Task statement: Nothing but the lines from the start of the entries below through the line containing "0 #240f00) drop-shadow(-2px" should appear in the answer, copied exactly and free of pictures.

Stored items from a collection:
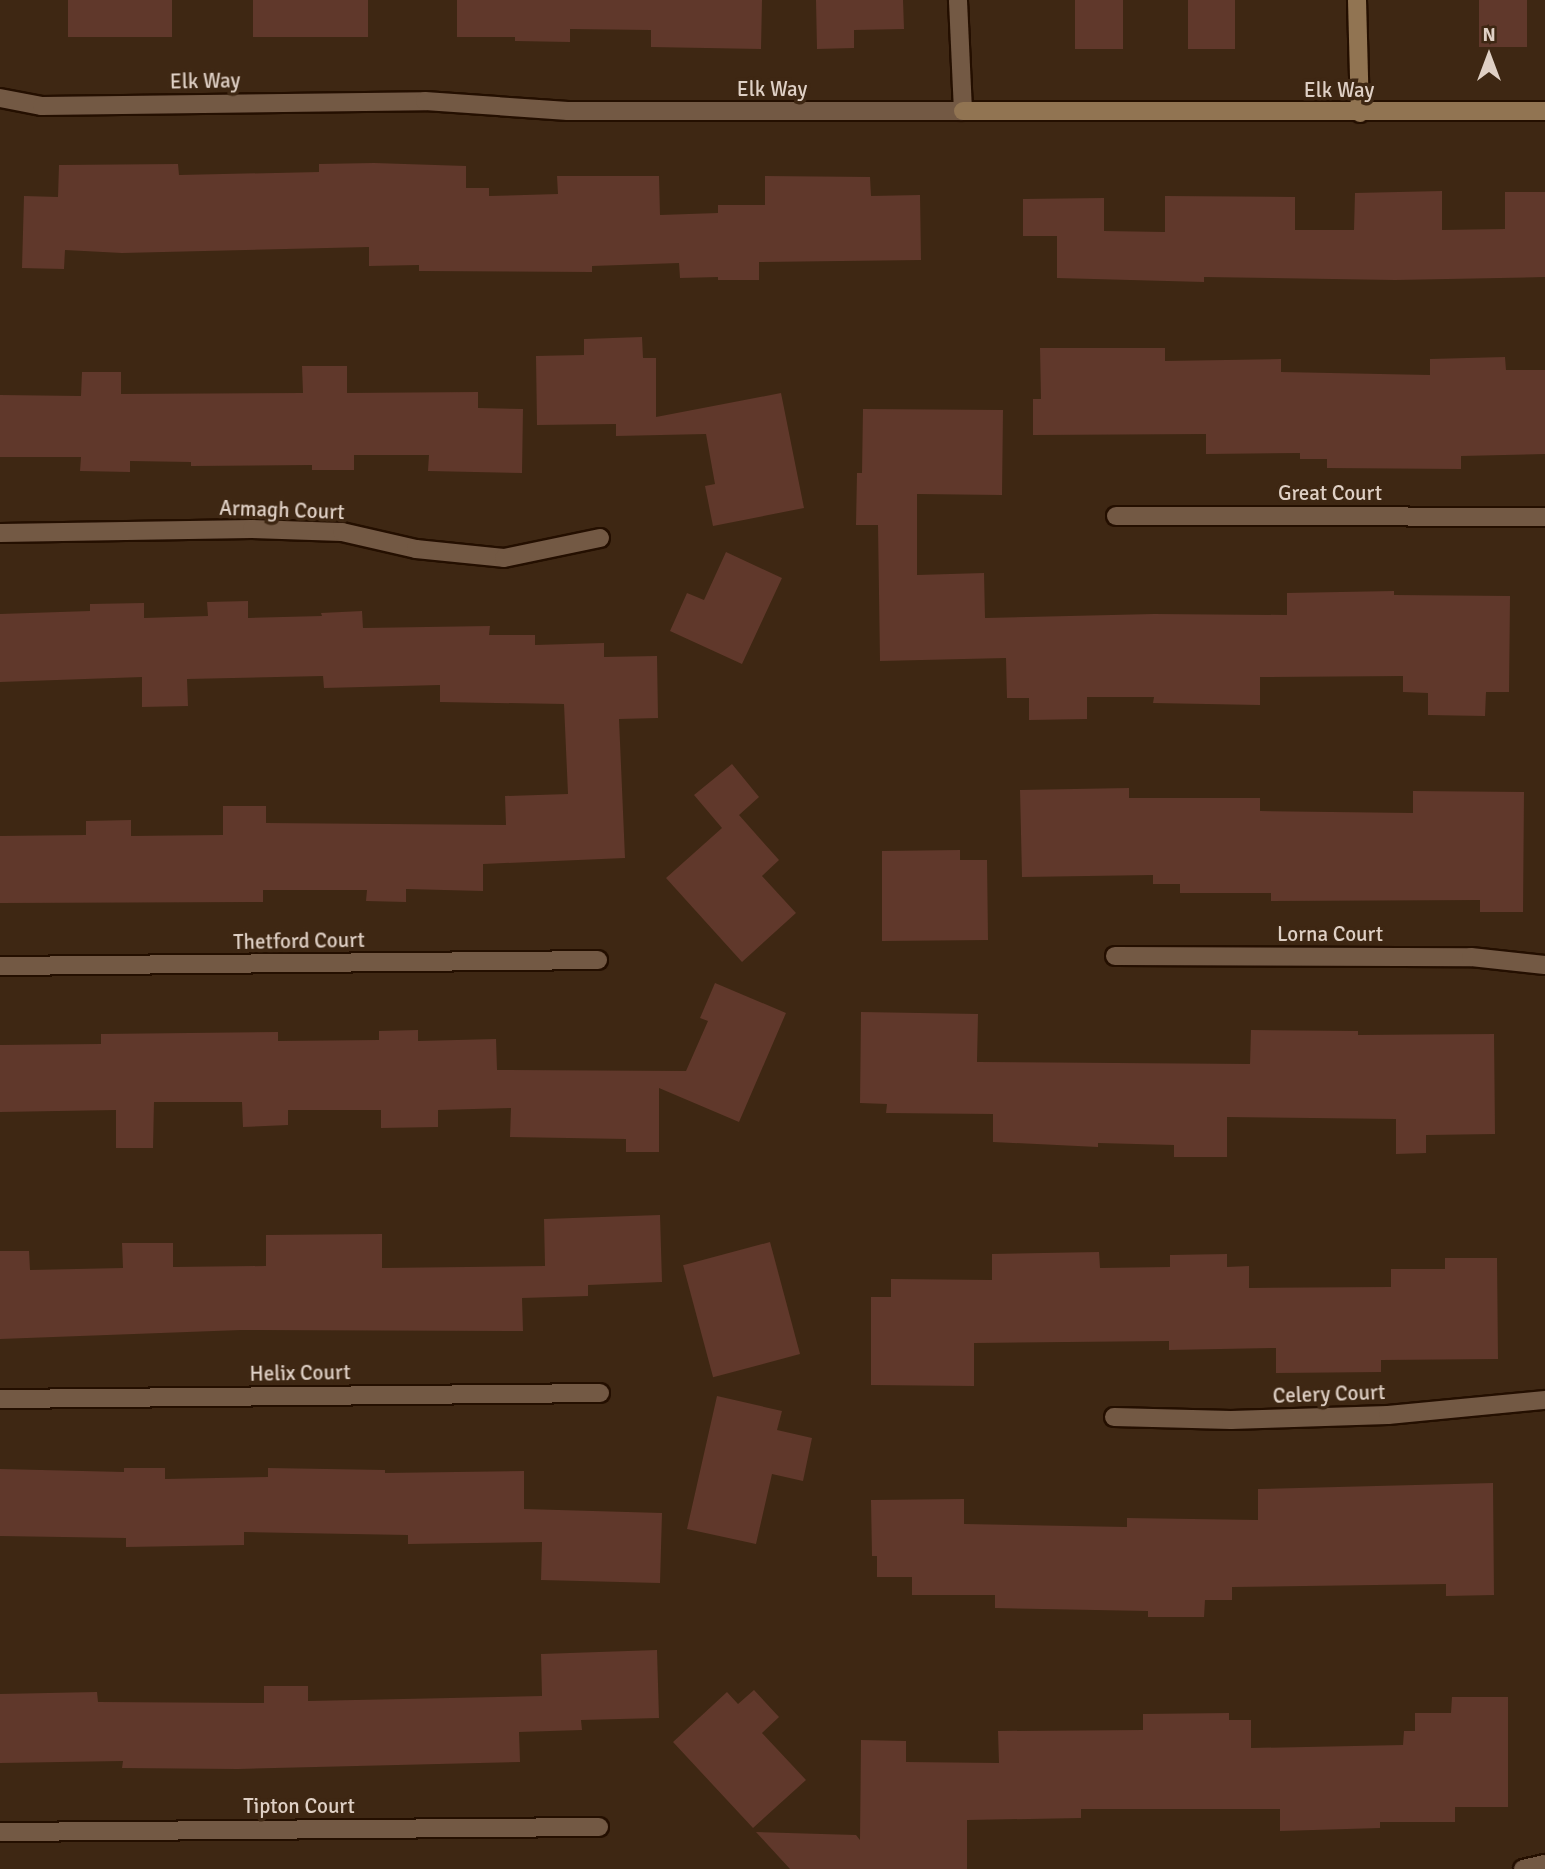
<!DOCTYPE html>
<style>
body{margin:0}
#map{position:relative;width:1545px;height:1869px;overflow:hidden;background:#3e2713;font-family:Signika,sans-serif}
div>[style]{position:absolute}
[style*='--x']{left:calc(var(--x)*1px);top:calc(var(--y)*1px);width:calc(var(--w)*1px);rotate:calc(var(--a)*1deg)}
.building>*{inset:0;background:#60382b;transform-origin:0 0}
.roads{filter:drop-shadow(2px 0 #240f00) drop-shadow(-2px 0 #240f00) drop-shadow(0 2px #240f00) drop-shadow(0 -2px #240f00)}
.street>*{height:18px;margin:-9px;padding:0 9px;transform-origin:9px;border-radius:9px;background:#735944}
.secondary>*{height:18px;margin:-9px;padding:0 9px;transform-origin:9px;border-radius:9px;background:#917452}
span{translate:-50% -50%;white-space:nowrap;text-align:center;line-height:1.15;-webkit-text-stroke:7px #3e2713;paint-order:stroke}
.street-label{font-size:21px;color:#dfd0c5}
.north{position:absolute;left:1454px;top:21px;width:70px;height:70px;-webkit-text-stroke:5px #3e2713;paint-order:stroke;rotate:0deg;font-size:19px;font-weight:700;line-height:28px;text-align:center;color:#dfd0c5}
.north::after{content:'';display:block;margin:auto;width:24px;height:32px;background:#dfd0c5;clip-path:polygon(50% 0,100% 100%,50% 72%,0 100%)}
</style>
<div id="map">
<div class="building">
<i style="left:68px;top:0;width:104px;height:37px"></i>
<i style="left:253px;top:0;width:115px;height:37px"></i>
<i style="clip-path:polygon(457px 0,762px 0,761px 49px,651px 47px,651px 30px,570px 29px,570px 42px,515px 41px,515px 37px,457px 37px)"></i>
<i style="clip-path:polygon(816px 0,903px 0,904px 29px,854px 30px,854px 48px,817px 49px)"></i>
<i style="left:1075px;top:0;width:48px;height:49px"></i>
<i style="left:1188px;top:0;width:47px;height:49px"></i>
<i style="left:1479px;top:0;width:48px;height:47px"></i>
<i style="clip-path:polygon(374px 163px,466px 166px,466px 188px,489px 188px,489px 196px,558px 194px,557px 176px,659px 176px,660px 215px,718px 213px,718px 205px,765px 205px,765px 176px,870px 177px,871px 196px,920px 195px,921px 260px,759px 262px,759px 280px,718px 280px,718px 277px,680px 278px,679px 263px,592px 266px,592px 272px,419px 271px,419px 265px,369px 266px,369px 247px,122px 253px,65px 250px,64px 269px,22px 268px,24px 196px,58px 197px,59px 165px,178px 164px,179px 175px,319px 172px,319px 164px)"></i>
<i style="clip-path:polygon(1442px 191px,1442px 230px,1505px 229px,1505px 192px,1545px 192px,1545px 277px,1395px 280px,1204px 277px,1204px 282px,1057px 278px,1057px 236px,1023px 236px,1023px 199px,1104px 198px,1104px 231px,1165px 232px,1165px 196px,1295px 197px,1295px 230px,1354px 230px,1355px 193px)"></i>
<i style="clip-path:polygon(642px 337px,643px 358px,656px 358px,656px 417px,781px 393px,804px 508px,713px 526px,705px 486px,715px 484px,706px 434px,616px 436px,616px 424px,537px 425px,536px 356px,584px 355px,584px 339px)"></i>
<i style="clip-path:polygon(1040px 348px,1165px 348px,1165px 361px,1281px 359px,1281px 372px,1430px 375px,1430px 359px,1505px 357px,1506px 370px,1545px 370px,1545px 454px,1461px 456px,1461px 469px,1327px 468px,1327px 459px,1300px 459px,1300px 453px,1206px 454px,1206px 434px,1033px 435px,1033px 399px,1041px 399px)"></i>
<i style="clip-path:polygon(302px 366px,347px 366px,347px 393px,478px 392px,478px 408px,523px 409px,522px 473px,428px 471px,429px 455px,354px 455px,354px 470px,312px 470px,312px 465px,191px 466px,191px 462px,130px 461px,130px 472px,80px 471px,81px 457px,0 457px,0 395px,81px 396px,82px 372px,121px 372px,121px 394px,303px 393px)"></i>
<i style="clip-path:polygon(863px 409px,1003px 410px,1002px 495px,917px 494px,917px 575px,984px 573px,985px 618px,1154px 614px,1287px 615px,1287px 593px,1394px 591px,1394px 595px,1510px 596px,1509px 692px,1486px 692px,1485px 716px,1428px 715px,1428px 693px,1403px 692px,1403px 676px,1260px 677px,1260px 705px,1153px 703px,1154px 697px,1087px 697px,1087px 719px,1029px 720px,1029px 698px,1007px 698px,1006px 658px,880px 661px,878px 525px,856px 525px,857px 473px,862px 473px)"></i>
<i style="clip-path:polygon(726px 552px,782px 578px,742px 664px,670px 631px,687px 593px,704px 600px)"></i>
<i style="clip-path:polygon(248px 601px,248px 618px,322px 616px,321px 613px,362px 611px,363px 628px,490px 626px,489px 635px,535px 635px,535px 645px,604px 643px,604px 657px,657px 656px,658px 718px,619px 719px,625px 858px,483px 864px,483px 891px,406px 889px,406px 902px,366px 901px,367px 890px,263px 890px,263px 902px,0 903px,0 836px,86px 835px,86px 821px,131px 820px,131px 836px,223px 835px,223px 806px,266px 806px,266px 823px,506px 825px,505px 796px,568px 794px,564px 704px,440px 702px,440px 685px,324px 688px,323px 676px,187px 679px,188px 706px,142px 707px,142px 677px,0 682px,0 614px,90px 611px,90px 604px,144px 603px,144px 618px,208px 616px,207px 602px)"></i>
<i style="clip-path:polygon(732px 764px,759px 797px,739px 815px,779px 860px,762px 876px,796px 913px,742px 962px,666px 878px,722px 828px,694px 795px)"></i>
<i style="clip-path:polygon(1129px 788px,1129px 798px,1260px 798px,1260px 811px,1413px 813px,1413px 791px,1524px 792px,1523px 912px,1480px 912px,1480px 900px,1271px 901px,1271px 893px,1180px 893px,1180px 884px,1153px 884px,1153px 875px,1022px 877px,1020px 790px)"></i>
<i style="clip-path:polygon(960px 850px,960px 860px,987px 860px,988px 940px,882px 941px,882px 851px)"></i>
<i style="clip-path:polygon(715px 983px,786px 1013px,739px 1122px,659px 1088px,659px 1152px,626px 1152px,626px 1139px,510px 1137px,511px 1108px,438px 1110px,438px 1127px,381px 1128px,381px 1110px,288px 1110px,288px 1125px,243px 1127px,242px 1102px,154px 1102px,153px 1148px,116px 1148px,116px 1110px,0 1112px,0 1045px,101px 1044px,101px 1034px,278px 1032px,278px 1041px,379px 1040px,379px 1031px,418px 1030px,418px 1041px,496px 1039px,497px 1070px,686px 1071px,708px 1021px,700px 1018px)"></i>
<i style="clip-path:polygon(861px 1012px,978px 1014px,977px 1062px,1250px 1064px,1251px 1030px,1358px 1031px,1358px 1035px,1494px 1034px,1495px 1134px,1426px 1135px,1426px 1153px,1396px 1154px,1396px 1119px,1227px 1117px,1227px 1157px,1174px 1157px,1174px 1145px,1098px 1143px,1098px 1147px,993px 1142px,993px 1114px,886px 1113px,887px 1104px,860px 1103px)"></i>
<i style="clip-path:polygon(660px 1215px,662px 1282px,588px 1285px,588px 1296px,522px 1298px,523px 1331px,241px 1330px,0 1339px,0 1251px,29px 1251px,30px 1270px,123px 1268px,122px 1243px,173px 1243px,173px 1267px,266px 1266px,266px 1235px,382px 1234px,382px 1268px,545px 1266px,544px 1219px)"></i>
<i style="left:770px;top:1242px;width:116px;height:90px;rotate:75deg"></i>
<i style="clip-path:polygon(1099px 1252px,1100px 1268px,1170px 1267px,1170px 1255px,1227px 1254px,1227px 1267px,1249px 1266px,1249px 1288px,1391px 1287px,1391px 1269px,1445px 1269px,1445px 1258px,1497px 1258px,1498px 1359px,1381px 1360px,1381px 1372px,1276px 1373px,1276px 1348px,1169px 1350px,1169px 1341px,974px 1343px,974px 1386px,871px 1385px,871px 1297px,891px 1297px,891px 1279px,992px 1280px,992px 1254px)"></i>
<i style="clip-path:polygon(717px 1396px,782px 1411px,777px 1430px,812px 1438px,803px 1481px,772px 1474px,756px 1544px,687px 1529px)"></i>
<i style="clip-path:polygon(124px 1468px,165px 1468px,165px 1479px,268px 1477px,268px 1468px,385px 1470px,385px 1473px,524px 1471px,524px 1509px,662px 1513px,660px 1583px,541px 1580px,542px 1542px,408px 1544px,408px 1535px,244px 1532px,244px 1545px,126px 1547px,126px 1538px,0 1536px,0 1469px,124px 1472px)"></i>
<i style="clip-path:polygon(1493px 1483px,1494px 1595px,1446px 1596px,1446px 1584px,1232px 1587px,1232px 1600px,1205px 1600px,1204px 1617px,1148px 1617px,1148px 1611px,995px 1608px,995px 1595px,912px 1595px,912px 1577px,877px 1577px,877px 1556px,872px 1556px,871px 1500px,964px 1499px,964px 1524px,1127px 1527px,1127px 1518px,1258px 1520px,1258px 1489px)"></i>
<i style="clip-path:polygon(657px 1650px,659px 1718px,581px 1720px,582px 1730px,519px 1732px,520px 1762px,238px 1769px,122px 1768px,123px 1761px,0 1763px,0 1694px,97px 1692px,98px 1702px,264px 1703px,264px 1686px,308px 1686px,308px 1701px,542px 1696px,541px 1654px)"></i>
<i style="clip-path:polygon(754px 1690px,779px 1717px,762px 1733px,806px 1780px,753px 1828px,673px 1742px,727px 1692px,738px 1704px)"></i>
<i style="clip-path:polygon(1452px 1697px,1508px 1697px,1508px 1807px,1455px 1807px,1455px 1822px,1380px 1822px,1380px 1828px,1280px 1831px,1280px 1809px,1081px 1809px,1081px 1818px,967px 1820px,967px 1869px,790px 1869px,756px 1832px,856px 1835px,860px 1840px,861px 1740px,906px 1741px,906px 1762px,999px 1763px,998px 1731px,1143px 1730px,1143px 1714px,1229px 1713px,1229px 1720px,1251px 1720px,1251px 1748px,1403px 1745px,1404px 1731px,1415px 1731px,1415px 1713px,1451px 1713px)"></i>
</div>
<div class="roads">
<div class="street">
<i style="--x:0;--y:98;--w:43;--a:10.8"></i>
<i style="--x:42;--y:106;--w:383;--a:-0.7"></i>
<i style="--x:425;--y:101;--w:143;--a:4"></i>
<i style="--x:568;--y:111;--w:395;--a:0"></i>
<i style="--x:963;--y:111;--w:111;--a:-92.6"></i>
<i style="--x:1116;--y:516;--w:429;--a:0.1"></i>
<i style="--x:0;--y:533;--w:252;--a:-0.9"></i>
<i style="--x:252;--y:529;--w:90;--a:1.9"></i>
<i style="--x:342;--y:532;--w:76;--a:12.9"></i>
<i style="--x:416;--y:549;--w:88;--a:5.8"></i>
<i style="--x:504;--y:558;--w:98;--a:-11.8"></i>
<i style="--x:1115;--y:956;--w:356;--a:0.2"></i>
<i style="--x:1471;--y:957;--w:74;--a:6.2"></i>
<i style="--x:0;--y:966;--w:598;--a:-0.57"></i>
<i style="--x:0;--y:1399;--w:600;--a:-0.57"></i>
<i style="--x:1114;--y:1417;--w:117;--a:1.5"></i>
<i style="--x:1231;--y:1420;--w:157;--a:-1.8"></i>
<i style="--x:1388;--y:1415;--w:158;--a:-5.5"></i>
<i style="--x:0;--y:1832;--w:599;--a:-0.48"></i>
<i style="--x:1523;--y:1869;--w:23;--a:-13"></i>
</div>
<div class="secondary">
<i style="--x:1357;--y:0;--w:113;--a:88.5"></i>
<i style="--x:963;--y:111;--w:582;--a:0"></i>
</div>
</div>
<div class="street-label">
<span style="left:205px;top:81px;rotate:-1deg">Elk Way</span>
<span style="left:772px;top:89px">Elk Way</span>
<span style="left:1339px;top:90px">Elk Way</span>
<span style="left:1330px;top:493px">Great Court</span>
<span style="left:282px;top:510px;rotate:2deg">Armagh Court</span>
<span style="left:1330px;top:934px">Lorna Court</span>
<span style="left:299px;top:941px;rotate:-1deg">Thetford Court</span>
<span style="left:300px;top:1373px;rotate:-1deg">Helix Court</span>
<span style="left:1329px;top:1394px;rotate:-2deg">Celery Court</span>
<span style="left:299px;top:1806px">Tipton Court</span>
</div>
<div class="north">N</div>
</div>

Written response:
<!DOCTYPE html>
<style>
body{margin:0}
#map{position:relative;width:1545px;height:1869px;overflow:hidden;background:#3e2713;font-family:Signika,sans-serif}
div>[style]{position:absolute}
[style*='--x']{left:calc(var(--x)*1px);top:calc(var(--y)*1px);width:calc(var(--w)*1px);rotate:calc(var(--a)*1deg)}
.building>*{inset:0;background:#60382b;transform-origin:0 0}
.roads{filter:drop-shadow(2px 0 #240f00) drop-shadow(-2px 0 #240f00) drop-shadow(0 2px #240f00) drop-shadow(0 -2px #240f00)}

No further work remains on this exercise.